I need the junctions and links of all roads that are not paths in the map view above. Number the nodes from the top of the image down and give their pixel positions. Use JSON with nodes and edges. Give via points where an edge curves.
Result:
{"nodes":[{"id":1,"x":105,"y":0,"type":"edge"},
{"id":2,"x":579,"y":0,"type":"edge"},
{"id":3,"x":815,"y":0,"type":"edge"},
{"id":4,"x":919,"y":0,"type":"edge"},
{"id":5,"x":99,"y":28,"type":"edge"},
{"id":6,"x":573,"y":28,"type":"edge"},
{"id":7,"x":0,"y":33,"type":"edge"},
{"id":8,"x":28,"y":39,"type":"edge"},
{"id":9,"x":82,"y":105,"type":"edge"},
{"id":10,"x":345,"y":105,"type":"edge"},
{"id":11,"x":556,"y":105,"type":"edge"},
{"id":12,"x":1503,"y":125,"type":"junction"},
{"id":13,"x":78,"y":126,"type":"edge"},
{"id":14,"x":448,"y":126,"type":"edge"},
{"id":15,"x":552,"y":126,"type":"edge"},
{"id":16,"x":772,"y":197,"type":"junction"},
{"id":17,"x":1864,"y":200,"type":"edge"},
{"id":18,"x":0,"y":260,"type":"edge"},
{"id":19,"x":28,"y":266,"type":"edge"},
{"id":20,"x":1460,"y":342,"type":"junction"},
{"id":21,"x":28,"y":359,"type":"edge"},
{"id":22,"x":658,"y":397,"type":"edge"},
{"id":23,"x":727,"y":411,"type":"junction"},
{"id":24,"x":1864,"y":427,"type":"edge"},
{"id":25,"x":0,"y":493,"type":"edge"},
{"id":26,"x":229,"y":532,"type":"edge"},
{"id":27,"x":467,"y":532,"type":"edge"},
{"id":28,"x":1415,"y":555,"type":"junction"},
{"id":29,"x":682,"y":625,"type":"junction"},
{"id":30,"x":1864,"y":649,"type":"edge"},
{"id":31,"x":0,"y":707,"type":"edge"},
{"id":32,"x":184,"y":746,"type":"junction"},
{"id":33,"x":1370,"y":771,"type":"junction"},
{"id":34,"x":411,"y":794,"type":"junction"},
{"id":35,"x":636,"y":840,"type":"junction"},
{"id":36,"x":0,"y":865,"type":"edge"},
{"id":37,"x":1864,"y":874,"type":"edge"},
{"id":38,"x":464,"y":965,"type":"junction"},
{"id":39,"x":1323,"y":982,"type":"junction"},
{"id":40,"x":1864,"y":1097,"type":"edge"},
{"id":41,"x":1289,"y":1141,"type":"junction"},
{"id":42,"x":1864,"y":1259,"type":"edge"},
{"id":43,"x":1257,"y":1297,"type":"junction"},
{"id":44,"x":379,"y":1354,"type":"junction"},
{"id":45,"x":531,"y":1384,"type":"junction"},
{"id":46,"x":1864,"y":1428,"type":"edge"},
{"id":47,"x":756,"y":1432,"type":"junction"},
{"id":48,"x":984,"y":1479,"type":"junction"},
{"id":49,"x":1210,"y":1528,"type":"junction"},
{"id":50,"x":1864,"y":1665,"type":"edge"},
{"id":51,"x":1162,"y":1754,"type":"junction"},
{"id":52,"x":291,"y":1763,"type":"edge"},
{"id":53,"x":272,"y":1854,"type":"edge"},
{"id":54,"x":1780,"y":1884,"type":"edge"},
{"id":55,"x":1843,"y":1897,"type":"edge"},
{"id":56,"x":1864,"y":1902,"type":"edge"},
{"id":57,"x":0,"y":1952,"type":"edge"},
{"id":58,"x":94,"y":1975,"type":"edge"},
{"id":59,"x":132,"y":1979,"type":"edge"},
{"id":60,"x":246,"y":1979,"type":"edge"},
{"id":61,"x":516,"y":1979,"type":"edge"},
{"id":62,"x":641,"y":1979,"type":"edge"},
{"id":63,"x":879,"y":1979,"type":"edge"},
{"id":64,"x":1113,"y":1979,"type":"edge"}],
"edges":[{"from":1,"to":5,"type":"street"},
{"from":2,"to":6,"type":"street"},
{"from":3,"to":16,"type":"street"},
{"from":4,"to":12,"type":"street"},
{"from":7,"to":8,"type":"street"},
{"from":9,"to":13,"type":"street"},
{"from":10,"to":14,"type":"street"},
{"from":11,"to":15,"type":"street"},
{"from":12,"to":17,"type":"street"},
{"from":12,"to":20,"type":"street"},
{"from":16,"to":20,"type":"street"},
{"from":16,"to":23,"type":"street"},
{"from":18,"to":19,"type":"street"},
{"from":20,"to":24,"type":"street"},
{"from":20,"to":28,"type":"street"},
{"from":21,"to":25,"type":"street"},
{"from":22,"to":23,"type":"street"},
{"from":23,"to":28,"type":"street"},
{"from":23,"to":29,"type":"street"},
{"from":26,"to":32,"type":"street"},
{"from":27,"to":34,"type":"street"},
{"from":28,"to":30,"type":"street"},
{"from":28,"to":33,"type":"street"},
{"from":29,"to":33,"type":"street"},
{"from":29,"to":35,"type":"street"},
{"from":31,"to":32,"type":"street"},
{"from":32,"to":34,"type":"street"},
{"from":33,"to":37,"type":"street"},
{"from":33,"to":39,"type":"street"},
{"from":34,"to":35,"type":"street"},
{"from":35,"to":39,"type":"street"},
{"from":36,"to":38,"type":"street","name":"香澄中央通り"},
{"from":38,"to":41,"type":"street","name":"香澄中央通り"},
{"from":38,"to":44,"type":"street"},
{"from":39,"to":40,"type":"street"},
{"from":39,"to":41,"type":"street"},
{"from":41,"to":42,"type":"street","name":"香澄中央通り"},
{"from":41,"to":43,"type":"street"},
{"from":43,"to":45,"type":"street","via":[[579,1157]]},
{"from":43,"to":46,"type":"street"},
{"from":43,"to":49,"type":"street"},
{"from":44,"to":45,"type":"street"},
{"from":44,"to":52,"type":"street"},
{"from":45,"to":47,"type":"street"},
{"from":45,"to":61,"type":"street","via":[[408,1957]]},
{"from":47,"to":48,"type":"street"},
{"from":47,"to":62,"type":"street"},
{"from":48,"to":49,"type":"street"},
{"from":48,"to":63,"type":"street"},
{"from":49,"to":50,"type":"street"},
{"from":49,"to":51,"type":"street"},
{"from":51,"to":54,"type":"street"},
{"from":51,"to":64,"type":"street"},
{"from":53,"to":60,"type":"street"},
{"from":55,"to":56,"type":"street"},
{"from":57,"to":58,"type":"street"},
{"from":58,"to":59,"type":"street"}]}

- What needs to be done -
Lines containing the word "name": copy each of them from the material.

- Reply -
{"from":36,"to":38,"type":"street","name":"香澄中央通り"},
{"from":38,"to":41,"type":"street","name":"香澄中央通り"},
{"from":41,"to":42,"type":"street","name":"香澄中央通り"},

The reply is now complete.